DATA FOR THIS TASK:

++++

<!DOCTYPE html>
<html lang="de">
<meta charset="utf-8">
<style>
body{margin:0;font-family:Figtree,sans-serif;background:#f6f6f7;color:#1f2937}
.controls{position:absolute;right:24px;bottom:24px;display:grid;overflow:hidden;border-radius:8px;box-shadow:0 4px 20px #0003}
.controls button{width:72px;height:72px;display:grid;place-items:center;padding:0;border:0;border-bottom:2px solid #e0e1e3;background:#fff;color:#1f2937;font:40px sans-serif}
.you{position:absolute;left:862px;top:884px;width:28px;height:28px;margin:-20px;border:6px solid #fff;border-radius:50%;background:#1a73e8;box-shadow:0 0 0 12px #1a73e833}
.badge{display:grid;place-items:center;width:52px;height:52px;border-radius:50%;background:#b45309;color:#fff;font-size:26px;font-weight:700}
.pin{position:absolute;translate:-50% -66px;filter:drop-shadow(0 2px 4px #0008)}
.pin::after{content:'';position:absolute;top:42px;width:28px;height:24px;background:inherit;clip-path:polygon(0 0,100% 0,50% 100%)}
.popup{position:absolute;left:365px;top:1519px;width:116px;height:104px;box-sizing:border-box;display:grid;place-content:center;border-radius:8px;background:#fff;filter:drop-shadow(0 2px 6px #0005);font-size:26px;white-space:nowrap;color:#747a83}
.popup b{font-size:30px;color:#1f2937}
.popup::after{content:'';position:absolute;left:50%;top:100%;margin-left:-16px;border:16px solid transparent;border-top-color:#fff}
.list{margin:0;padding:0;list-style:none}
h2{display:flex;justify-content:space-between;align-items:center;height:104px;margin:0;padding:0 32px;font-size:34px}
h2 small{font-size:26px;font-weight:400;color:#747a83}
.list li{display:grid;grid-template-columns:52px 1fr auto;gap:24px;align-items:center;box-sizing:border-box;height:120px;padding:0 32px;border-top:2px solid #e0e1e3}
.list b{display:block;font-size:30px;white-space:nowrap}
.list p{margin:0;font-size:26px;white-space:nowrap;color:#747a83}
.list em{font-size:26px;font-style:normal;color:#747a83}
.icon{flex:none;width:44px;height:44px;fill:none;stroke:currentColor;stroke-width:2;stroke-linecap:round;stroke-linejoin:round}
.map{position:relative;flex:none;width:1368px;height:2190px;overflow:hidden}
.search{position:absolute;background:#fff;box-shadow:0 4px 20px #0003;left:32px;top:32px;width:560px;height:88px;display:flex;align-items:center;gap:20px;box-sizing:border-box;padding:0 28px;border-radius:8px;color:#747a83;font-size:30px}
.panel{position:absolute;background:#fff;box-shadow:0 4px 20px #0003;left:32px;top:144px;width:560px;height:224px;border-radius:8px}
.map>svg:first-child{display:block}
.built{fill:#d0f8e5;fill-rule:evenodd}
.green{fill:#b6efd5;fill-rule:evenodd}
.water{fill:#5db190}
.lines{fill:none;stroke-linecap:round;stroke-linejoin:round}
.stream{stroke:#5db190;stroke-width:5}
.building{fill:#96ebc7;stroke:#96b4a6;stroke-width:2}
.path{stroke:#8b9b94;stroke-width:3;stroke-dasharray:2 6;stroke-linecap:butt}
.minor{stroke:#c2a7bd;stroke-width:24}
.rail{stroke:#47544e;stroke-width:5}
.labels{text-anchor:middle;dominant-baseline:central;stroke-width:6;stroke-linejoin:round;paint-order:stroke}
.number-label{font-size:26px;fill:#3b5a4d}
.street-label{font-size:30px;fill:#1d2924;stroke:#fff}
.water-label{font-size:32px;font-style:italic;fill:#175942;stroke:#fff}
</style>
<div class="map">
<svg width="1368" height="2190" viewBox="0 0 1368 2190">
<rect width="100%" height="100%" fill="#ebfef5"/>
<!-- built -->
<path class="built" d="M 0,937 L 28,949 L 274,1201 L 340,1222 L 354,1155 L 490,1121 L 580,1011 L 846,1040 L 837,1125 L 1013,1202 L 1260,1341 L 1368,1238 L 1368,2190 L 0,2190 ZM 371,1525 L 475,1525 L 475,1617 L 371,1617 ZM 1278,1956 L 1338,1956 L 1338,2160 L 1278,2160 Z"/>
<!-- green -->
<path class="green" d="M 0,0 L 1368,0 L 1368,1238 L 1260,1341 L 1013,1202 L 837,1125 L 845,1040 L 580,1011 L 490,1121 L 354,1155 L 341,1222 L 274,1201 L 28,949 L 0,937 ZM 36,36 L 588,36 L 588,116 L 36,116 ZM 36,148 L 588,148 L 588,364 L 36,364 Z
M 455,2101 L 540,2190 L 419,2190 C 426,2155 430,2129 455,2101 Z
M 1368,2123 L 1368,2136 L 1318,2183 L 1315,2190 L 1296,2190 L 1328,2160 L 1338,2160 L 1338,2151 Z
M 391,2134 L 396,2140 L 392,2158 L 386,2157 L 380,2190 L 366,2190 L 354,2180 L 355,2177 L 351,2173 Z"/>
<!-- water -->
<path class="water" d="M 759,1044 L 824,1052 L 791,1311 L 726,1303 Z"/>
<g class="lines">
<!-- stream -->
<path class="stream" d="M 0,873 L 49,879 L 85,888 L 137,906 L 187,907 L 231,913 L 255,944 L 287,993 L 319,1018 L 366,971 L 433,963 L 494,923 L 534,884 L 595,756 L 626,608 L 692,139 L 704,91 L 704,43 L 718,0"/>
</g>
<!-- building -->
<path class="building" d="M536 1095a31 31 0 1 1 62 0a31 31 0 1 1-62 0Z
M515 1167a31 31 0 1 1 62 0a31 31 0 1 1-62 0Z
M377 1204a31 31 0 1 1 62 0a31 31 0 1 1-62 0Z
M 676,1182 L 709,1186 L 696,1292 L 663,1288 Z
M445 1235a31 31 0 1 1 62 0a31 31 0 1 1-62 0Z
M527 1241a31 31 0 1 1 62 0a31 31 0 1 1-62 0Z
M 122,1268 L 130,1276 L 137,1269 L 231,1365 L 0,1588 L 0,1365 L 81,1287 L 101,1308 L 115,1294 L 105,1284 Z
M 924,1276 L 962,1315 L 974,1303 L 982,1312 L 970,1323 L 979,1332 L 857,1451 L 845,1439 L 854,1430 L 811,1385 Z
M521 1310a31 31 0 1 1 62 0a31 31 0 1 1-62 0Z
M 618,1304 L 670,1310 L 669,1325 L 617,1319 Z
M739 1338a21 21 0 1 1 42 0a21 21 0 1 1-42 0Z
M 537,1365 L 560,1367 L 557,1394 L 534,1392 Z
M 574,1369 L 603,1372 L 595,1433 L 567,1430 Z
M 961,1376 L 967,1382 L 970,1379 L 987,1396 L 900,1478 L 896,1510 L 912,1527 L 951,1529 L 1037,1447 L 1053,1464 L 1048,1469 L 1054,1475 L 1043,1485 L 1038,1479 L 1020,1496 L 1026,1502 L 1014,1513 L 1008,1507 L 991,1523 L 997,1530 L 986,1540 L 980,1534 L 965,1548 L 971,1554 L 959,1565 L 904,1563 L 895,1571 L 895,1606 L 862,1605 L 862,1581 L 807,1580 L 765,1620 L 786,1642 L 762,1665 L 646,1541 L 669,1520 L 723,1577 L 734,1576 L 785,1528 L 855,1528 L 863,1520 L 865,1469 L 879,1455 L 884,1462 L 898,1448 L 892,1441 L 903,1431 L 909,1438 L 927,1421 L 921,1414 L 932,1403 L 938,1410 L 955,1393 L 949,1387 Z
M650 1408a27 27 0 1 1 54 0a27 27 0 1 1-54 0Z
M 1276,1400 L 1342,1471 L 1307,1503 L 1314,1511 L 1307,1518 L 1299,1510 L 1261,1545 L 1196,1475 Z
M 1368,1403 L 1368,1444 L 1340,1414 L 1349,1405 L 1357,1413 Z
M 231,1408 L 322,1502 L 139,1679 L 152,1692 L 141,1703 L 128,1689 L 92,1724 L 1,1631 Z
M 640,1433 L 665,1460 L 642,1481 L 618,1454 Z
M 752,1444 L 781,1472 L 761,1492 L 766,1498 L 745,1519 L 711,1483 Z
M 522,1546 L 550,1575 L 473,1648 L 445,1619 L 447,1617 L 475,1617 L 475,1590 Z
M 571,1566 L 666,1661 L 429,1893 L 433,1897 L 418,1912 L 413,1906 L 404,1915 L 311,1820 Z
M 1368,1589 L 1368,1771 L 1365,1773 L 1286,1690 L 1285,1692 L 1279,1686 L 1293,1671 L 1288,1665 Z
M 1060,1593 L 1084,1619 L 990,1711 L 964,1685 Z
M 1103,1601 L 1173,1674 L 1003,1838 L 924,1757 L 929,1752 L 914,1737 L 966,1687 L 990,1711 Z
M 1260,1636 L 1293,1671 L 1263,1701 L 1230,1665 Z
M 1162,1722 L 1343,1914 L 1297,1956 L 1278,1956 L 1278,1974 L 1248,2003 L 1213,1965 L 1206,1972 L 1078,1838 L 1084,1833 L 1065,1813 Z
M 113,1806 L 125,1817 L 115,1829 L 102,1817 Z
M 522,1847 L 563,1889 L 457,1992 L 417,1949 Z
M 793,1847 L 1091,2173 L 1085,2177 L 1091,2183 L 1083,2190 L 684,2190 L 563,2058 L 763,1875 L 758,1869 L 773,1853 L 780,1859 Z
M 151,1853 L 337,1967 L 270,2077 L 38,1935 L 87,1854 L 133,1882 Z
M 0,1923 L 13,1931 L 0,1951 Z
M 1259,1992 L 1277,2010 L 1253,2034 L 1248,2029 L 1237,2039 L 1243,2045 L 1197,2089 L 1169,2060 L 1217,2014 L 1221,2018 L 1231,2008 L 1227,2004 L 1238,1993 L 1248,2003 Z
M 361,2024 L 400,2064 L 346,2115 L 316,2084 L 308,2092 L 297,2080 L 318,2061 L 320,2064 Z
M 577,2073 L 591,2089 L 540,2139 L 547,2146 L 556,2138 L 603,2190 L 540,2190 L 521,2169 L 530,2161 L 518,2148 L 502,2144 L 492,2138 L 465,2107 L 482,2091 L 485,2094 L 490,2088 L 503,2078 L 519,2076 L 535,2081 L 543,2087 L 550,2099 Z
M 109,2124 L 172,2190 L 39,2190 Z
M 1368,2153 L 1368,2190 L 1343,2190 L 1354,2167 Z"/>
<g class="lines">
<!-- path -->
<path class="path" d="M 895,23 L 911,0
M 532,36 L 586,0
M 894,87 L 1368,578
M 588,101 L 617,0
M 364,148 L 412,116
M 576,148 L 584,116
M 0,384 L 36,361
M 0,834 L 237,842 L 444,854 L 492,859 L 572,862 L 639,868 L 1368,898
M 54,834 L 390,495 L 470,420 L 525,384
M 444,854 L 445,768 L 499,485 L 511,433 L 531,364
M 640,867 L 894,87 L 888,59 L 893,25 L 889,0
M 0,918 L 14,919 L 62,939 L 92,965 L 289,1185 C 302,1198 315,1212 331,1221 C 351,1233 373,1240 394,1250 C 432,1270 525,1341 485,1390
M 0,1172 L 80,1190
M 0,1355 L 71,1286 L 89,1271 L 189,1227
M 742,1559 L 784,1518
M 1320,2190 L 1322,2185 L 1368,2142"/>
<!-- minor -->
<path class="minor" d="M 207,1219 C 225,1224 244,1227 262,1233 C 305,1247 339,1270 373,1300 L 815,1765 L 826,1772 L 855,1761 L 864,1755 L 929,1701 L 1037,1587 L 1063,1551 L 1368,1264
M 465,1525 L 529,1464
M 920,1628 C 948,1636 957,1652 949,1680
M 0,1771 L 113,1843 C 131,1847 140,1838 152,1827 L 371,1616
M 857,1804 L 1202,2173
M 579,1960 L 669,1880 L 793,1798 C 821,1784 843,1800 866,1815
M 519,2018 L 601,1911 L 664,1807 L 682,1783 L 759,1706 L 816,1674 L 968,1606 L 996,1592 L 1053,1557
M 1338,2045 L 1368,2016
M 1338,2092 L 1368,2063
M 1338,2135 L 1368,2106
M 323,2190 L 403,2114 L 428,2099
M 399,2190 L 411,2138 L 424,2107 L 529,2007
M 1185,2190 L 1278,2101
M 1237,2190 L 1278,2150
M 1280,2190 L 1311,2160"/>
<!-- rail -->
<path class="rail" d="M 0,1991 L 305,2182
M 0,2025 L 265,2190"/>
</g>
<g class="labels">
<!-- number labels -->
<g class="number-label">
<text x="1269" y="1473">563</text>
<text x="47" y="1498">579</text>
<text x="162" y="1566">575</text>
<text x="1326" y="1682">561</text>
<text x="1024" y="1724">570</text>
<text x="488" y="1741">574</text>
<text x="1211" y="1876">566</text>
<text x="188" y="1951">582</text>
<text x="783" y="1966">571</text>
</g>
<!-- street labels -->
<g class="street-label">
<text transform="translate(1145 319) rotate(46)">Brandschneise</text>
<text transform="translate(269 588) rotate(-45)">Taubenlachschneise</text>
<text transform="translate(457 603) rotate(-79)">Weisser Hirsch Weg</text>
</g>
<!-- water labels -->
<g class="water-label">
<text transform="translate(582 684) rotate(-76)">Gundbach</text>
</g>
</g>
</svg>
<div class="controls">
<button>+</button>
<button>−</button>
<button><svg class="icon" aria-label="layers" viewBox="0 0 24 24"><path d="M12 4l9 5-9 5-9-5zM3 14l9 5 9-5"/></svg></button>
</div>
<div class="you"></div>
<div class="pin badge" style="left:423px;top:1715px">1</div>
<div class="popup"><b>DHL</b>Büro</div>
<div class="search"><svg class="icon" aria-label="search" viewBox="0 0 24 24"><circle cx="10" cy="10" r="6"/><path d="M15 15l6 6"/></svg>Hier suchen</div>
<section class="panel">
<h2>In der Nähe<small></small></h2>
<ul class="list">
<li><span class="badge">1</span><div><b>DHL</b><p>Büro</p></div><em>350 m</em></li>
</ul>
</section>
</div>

++++

BRIEF:
Where a line in the records above contains the word "white", copy that line.

WRITTEN SOLUTION:
.popup{position:absolute;left:365px;top:1519px;width:116px;height:104px;box-sizing:border-box;display:grid;place-content:center;border-radius:8px;background:#fff;filter:drop-shadow(0 2px 6px #0005);font-size:26px;white-space:nowrap;color:#747a83}
.list b{display:block;font-size:30px;white-space:nowrap}
.list p{margin:0;font-size:26px;white-space:nowrap;color:#747a83}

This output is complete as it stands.